*SOURCE RECORDS*.
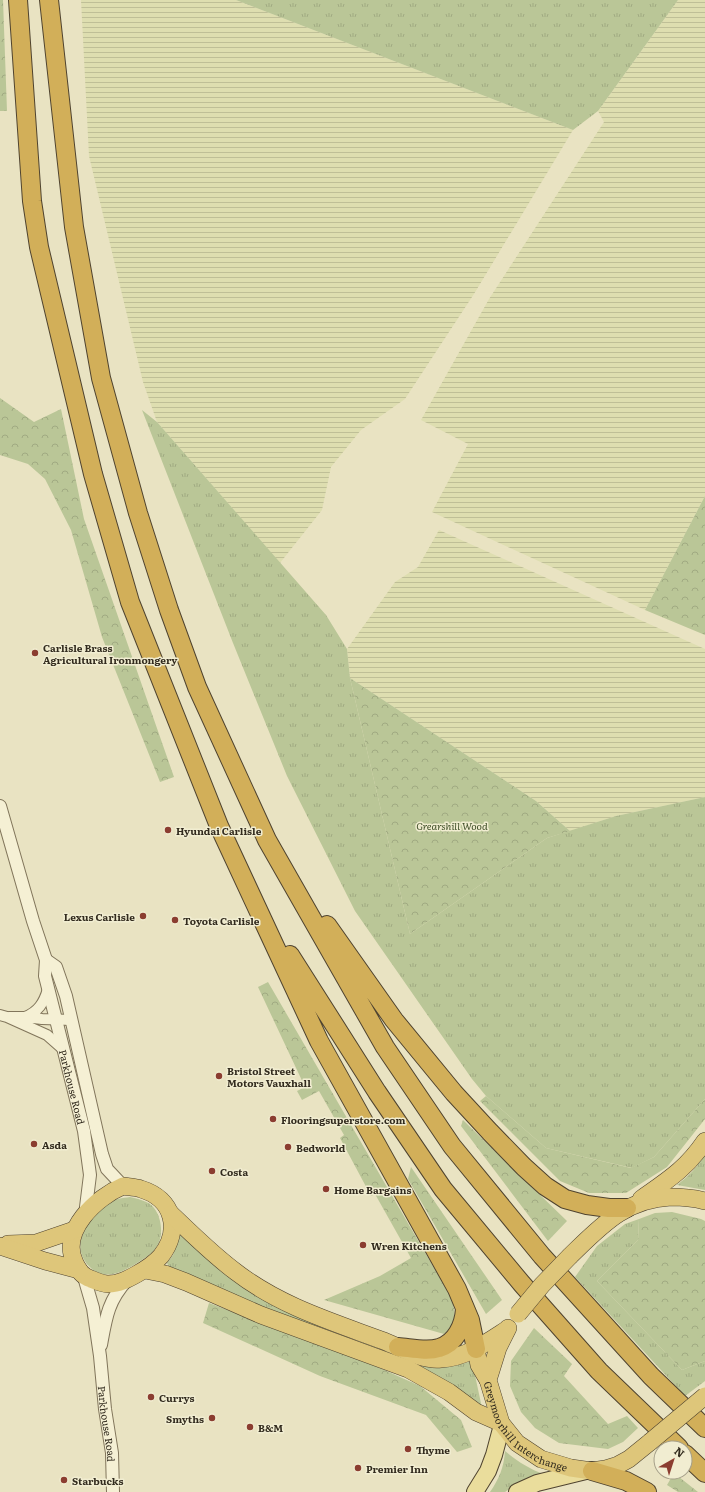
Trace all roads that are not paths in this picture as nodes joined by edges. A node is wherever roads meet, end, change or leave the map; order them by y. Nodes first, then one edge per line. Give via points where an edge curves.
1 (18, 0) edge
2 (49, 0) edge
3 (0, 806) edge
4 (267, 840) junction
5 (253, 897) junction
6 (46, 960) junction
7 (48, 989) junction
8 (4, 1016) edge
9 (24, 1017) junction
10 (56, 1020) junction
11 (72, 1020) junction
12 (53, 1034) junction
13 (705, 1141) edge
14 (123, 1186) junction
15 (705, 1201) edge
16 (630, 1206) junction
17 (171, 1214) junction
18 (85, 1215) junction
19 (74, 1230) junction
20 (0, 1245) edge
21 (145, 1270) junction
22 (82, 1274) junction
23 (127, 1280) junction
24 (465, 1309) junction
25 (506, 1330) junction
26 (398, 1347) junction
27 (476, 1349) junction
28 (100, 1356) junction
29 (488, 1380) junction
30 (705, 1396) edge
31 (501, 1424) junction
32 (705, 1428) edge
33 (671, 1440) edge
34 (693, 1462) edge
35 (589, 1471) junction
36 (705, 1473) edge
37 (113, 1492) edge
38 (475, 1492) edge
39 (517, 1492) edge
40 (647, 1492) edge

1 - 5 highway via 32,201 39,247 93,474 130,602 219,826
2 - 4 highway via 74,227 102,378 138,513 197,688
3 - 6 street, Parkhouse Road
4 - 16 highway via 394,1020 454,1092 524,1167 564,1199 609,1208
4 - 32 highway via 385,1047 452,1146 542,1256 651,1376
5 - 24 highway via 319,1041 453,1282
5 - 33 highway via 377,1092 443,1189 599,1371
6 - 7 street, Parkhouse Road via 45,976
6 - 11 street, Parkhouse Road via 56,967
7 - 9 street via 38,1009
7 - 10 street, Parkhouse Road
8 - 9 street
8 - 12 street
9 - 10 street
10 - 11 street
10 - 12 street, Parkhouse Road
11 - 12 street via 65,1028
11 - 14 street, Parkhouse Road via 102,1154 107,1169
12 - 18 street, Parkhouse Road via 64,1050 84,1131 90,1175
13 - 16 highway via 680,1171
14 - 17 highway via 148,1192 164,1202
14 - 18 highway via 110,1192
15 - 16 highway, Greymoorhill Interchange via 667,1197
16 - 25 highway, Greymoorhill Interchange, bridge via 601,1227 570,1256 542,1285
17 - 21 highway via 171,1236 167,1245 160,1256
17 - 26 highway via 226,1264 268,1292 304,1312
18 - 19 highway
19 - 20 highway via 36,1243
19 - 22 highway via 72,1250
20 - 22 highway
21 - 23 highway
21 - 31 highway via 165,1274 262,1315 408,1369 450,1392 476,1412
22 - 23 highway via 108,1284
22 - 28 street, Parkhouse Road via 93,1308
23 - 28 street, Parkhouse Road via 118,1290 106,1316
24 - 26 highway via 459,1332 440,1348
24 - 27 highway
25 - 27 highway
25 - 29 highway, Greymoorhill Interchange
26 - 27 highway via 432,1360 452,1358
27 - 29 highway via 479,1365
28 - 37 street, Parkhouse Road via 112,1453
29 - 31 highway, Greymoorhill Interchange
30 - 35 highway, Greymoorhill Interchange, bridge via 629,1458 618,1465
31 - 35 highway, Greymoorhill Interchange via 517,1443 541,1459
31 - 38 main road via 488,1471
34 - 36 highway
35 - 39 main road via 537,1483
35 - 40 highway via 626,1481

*YOUR INSTRUCTIONS*.
Would you write out every record word for word, leaving no picture in?

*EXPECTED ANSWER*.
Trace all roads that are not paths in this picture as nodes joined by edges. A node is wherever roads meet, end, change or leave the map; order them by y. Nodes first, then one edge per line. Give via points where an edge curves.
1 (18, 0) edge
2 (49, 0) edge
3 (0, 806) edge
4 (267, 840) junction
5 (253, 897) junction
6 (46, 960) junction
7 (48, 989) junction
8 (4, 1016) edge
9 (24, 1017) junction
10 (56, 1020) junction
11 (72, 1020) junction
12 (53, 1034) junction
13 (705, 1141) edge
14 (123, 1186) junction
15 (705, 1201) edge
16 (630, 1206) junction
17 (171, 1214) junction
18 (85, 1215) junction
19 (74, 1230) junction
20 (0, 1245) edge
21 (145, 1270) junction
22 (82, 1274) junction
23 (127, 1280) junction
24 (465, 1309) junction
25 (506, 1330) junction
26 (398, 1347) junction
27 (476, 1349) junction
28 (100, 1356) junction
29 (488, 1380) junction
30 (705, 1396) edge
31 (501, 1424) junction
32 (705, 1428) edge
33 (671, 1440) edge
34 (693, 1462) edge
35 (589, 1471) junction
36 (705, 1473) edge
37 (113, 1492) edge
38 (475, 1492) edge
39 (517, 1492) edge
40 (647, 1492) edge

1 - 5 highway via 32,201 39,247 93,474 130,602 219,826
2 - 4 highway via 74,227 102,378 138,513 197,688
3 - 6 street, Parkhouse Road
4 - 16 highway via 394,1020 454,1092 524,1167 564,1199 609,1208
4 - 32 highway via 385,1047 452,1146 542,1256 651,1376
5 - 24 highway via 319,1041 453,1282
5 - 33 highway via 377,1092 443,1189 599,1371
6 - 7 street, Parkhouse Road via 45,976
6 - 11 street, Parkhouse Road via 56,967
7 - 9 street via 38,1009
7 - 10 street, Parkhouse Road
8 - 9 street
8 - 12 street
9 - 10 street
10 - 11 street
10 - 12 street, Parkhouse Road
11 - 12 street via 65,1028
11 - 14 street, Parkhouse Road via 102,1154 107,1169
12 - 18 street, Parkhouse Road via 64,1050 84,1131 90,1175
13 - 16 highway via 680,1171
14 - 17 highway via 148,1192 164,1202
14 - 18 highway via 110,1192
15 - 16 highway, Greymoorhill Interchange via 667,1197
16 - 25 highway, Greymoorhill Interchange, bridge via 601,1227 570,1256 542,1285
17 - 21 highway via 171,1236 167,1245 160,1256
17 - 26 highway via 226,1264 268,1292 304,1312
18 - 19 highway
19 - 20 highway via 36,1243
19 - 22 highway via 72,1250
20 - 22 highway
21 - 23 highway
21 - 31 highway via 165,1274 262,1315 408,1369 450,1392 476,1412
22 - 23 highway via 108,1284
22 - 28 street, Parkhouse Road via 93,1308
23 - 28 street, Parkhouse Road via 118,1290 106,1316
24 - 26 highway via 459,1332 440,1348
24 - 27 highway
25 - 27 highway
25 - 29 highway, Greymoorhill Interchange
26 - 27 highway via 432,1360 452,1358
27 - 29 highway via 479,1365
28 - 37 street, Parkhouse Road via 112,1453
29 - 31 highway, Greymoorhill Interchange
30 - 35 highway, Greymoorhill Interchange, bridge via 629,1458 618,1465
31 - 35 highway, Greymoorhill Interchange via 517,1443 541,1459
31 - 38 main road via 488,1471
34 - 36 highway
35 - 39 main road via 537,1483
35 - 40 highway via 626,1481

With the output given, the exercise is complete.